* [THE PROBLEM]
Look in the material below for the line holding "index pip: (912, 801)". Set it down exactly, with each later line up to and including the line holding "ring mcp: (1137, 952)".

* [SOURCE RECORDS]
- - - - - - -

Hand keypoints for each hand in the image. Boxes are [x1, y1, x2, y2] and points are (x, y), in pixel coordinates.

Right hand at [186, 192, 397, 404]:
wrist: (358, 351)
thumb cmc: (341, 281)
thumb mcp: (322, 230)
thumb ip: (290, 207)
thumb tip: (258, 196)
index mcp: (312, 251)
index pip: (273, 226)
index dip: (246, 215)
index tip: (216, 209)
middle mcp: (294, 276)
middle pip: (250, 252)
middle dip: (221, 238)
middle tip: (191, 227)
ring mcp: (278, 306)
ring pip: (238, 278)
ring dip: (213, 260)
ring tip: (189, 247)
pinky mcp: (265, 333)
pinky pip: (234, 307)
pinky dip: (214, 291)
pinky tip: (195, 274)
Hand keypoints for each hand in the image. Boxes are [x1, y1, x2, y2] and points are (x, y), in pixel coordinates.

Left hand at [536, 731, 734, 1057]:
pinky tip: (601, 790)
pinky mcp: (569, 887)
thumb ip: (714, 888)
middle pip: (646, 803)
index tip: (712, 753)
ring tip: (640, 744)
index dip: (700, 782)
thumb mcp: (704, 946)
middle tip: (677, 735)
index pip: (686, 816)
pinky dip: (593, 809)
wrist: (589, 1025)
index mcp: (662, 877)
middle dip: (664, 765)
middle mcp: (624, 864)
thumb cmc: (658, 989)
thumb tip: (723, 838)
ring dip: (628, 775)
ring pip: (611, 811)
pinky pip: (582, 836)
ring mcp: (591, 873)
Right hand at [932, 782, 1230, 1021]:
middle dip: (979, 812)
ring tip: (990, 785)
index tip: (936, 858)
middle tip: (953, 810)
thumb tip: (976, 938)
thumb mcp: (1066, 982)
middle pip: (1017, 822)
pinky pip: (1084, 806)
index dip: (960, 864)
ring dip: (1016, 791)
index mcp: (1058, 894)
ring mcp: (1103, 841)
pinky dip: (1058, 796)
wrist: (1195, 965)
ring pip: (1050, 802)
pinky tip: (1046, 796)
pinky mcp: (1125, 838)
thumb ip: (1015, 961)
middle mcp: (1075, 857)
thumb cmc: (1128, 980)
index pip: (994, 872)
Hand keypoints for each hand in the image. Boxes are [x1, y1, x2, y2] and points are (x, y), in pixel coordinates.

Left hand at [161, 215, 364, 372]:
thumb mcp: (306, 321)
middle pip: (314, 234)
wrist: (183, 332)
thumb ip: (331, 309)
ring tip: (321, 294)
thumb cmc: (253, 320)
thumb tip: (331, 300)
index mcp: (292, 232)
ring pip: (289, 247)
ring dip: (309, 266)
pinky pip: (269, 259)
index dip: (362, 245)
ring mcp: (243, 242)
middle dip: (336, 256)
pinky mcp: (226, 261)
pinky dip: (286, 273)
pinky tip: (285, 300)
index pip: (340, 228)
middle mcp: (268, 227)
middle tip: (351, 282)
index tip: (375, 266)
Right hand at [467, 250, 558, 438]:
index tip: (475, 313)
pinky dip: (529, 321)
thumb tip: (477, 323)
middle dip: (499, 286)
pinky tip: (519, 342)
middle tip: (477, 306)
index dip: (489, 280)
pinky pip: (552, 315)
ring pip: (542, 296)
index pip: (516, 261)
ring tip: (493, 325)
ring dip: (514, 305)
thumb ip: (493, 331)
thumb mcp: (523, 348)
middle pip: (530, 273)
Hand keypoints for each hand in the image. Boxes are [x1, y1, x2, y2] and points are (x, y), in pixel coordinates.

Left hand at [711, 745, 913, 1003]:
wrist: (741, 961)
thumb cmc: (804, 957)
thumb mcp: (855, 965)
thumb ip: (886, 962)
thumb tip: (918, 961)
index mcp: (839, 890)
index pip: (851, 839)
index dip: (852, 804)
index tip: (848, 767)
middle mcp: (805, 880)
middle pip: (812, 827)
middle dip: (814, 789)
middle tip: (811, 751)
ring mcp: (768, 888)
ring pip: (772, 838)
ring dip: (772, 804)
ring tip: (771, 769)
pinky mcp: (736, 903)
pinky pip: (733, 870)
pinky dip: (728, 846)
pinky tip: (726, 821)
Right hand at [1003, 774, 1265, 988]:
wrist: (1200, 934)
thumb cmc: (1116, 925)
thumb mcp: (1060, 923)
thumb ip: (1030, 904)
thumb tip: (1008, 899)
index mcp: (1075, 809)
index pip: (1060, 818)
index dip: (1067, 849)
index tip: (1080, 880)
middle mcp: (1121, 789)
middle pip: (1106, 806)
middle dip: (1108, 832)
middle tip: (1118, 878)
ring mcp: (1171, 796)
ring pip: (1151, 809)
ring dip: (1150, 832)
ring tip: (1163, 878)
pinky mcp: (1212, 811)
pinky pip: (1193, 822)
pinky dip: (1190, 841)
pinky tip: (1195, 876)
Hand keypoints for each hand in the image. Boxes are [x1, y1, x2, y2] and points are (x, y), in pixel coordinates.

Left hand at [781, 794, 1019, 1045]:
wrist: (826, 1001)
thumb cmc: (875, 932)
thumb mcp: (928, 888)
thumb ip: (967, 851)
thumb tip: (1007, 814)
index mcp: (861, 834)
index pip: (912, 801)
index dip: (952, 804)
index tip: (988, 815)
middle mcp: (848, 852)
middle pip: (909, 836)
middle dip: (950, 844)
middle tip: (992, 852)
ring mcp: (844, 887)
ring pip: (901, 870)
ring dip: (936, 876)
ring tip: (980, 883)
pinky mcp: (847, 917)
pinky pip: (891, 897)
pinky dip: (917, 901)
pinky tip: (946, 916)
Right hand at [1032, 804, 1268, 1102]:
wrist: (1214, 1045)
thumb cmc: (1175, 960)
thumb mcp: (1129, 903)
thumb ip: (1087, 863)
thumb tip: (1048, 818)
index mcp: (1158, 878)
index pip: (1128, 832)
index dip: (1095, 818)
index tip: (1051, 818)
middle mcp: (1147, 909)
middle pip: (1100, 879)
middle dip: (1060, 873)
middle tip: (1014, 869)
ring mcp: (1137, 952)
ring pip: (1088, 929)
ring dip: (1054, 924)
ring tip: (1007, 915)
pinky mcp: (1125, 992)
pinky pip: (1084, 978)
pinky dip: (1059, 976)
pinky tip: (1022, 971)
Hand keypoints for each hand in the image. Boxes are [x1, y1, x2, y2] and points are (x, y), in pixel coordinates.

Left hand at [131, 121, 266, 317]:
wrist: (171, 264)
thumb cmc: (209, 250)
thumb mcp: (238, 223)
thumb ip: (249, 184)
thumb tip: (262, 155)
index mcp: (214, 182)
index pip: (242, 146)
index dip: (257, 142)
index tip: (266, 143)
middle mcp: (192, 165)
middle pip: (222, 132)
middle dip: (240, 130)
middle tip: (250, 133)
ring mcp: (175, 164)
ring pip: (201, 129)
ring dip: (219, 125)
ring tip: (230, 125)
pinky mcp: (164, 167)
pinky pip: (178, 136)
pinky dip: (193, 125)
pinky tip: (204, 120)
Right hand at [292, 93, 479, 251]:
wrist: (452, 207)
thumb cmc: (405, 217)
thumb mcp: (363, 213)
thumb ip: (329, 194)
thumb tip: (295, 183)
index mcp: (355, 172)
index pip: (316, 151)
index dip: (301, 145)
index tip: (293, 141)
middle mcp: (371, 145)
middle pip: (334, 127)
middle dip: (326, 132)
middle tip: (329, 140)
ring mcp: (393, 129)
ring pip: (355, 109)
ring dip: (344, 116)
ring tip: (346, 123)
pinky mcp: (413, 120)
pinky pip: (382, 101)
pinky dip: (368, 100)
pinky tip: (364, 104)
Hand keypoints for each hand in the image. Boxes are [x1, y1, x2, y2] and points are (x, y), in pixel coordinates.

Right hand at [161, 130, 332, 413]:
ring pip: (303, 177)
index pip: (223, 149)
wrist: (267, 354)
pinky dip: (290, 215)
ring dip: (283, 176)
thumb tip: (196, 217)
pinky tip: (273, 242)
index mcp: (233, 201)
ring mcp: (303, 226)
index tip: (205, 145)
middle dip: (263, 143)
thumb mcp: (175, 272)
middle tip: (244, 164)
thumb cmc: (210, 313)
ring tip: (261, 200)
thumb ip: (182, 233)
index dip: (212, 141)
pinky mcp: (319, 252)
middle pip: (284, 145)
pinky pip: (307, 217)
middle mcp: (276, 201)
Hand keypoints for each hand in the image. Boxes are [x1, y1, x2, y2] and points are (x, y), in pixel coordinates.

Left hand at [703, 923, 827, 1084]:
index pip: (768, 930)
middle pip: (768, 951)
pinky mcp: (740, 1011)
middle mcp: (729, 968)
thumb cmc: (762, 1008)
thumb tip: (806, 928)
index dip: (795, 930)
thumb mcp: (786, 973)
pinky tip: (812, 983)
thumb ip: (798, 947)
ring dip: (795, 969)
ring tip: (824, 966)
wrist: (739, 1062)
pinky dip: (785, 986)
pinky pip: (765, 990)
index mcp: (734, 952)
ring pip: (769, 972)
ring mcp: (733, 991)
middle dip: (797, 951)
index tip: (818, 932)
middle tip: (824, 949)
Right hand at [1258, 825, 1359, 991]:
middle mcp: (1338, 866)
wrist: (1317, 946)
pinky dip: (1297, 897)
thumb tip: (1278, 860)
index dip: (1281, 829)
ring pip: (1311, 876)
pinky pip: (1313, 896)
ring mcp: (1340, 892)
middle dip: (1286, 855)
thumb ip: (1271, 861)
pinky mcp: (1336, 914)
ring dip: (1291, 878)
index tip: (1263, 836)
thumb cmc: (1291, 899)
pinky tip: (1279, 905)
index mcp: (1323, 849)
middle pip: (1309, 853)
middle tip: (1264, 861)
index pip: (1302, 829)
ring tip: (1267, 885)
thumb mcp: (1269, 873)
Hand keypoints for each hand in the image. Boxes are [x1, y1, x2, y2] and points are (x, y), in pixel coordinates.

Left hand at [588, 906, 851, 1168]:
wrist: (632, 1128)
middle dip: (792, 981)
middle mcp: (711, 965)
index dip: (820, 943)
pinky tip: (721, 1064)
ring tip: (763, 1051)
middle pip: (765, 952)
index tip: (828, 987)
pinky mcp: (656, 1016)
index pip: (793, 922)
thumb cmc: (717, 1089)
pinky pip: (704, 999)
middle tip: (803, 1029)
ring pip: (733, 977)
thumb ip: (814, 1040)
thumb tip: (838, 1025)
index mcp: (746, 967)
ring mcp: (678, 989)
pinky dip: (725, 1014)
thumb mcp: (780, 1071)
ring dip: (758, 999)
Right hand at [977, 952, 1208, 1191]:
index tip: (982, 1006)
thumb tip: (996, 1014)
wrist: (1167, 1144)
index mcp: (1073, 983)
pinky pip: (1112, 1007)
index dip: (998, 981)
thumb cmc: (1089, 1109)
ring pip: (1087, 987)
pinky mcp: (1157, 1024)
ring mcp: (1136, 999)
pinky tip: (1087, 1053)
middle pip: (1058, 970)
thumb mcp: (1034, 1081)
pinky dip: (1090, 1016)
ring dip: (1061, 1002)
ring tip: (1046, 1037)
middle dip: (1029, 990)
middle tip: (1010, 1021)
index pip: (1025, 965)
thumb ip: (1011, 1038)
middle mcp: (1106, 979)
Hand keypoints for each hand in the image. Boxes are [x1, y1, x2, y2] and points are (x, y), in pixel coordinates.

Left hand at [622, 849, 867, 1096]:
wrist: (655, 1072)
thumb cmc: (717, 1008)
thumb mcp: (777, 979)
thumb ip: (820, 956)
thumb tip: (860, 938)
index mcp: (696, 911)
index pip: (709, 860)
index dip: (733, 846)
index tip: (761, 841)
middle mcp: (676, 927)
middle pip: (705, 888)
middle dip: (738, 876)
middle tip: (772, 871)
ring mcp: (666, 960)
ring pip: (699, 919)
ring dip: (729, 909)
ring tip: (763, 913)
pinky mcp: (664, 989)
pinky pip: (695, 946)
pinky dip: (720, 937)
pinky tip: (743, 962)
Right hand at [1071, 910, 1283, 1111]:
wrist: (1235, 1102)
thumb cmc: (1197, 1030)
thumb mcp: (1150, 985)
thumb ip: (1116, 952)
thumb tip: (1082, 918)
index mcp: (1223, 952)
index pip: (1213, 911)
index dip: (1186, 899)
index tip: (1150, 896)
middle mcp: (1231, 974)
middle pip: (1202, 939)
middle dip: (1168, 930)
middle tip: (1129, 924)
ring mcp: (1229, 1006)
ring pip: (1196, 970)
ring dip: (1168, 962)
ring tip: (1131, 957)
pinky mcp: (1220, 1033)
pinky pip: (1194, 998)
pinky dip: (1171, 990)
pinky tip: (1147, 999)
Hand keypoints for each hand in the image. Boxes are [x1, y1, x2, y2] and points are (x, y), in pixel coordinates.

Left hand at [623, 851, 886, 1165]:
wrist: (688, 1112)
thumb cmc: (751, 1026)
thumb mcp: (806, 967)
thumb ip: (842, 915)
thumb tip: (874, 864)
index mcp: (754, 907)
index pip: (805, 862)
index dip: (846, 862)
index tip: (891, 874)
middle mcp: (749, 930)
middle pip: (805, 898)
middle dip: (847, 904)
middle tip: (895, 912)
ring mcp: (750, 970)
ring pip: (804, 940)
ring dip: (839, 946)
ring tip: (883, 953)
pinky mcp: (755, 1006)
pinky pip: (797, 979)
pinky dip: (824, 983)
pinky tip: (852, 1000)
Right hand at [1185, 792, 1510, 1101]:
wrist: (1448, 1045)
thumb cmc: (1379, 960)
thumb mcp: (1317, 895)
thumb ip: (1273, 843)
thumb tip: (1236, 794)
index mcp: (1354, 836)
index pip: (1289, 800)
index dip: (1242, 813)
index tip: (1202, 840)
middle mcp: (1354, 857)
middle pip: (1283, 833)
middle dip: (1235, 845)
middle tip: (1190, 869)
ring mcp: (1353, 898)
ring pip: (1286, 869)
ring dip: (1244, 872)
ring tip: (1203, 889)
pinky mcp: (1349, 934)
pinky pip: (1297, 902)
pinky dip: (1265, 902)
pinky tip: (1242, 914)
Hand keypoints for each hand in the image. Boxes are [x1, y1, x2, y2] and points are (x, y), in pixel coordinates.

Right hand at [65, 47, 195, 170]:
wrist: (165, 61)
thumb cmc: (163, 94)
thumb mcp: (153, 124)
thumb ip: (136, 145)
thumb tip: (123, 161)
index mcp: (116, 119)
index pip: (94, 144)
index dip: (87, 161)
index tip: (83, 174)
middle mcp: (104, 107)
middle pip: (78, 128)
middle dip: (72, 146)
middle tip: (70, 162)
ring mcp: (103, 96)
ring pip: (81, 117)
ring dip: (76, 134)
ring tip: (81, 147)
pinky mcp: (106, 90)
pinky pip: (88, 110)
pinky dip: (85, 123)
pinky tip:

- - - - - - -

* [COMPLETED EXERCISE]
index pip: (912, 801)
index dip: (952, 804)
index tip: (988, 815)
middle mcp: (848, 852)
middle pip: (909, 836)
middle dip: (950, 844)
middle tip: (992, 852)
ring mcp: (844, 887)
ring pip: (901, 870)
ring dip: (936, 876)
ring tip: (980, 883)
pinky mcp: (847, 917)
pinky pip: (891, 897)
pinky dip: (917, 901)
pinky tip: (946, 916)
Right hand at [1032, 804, 1268, 1102]:
wrist: (1214, 1045)
thumb cmc: (1175, 960)
thumb mcp: (1129, 903)
thumb ip: (1087, 863)
thumb tip: (1048, 818)
index mcp: (1158, 878)
index pip: (1128, 832)
index dip: (1095, 818)
index tip: (1051, 818)
middle mcp: (1147, 909)
middle pip: (1100, 879)
middle dip: (1060, 873)
middle tip: (1014, 869)
ring mcp: (1137, 952)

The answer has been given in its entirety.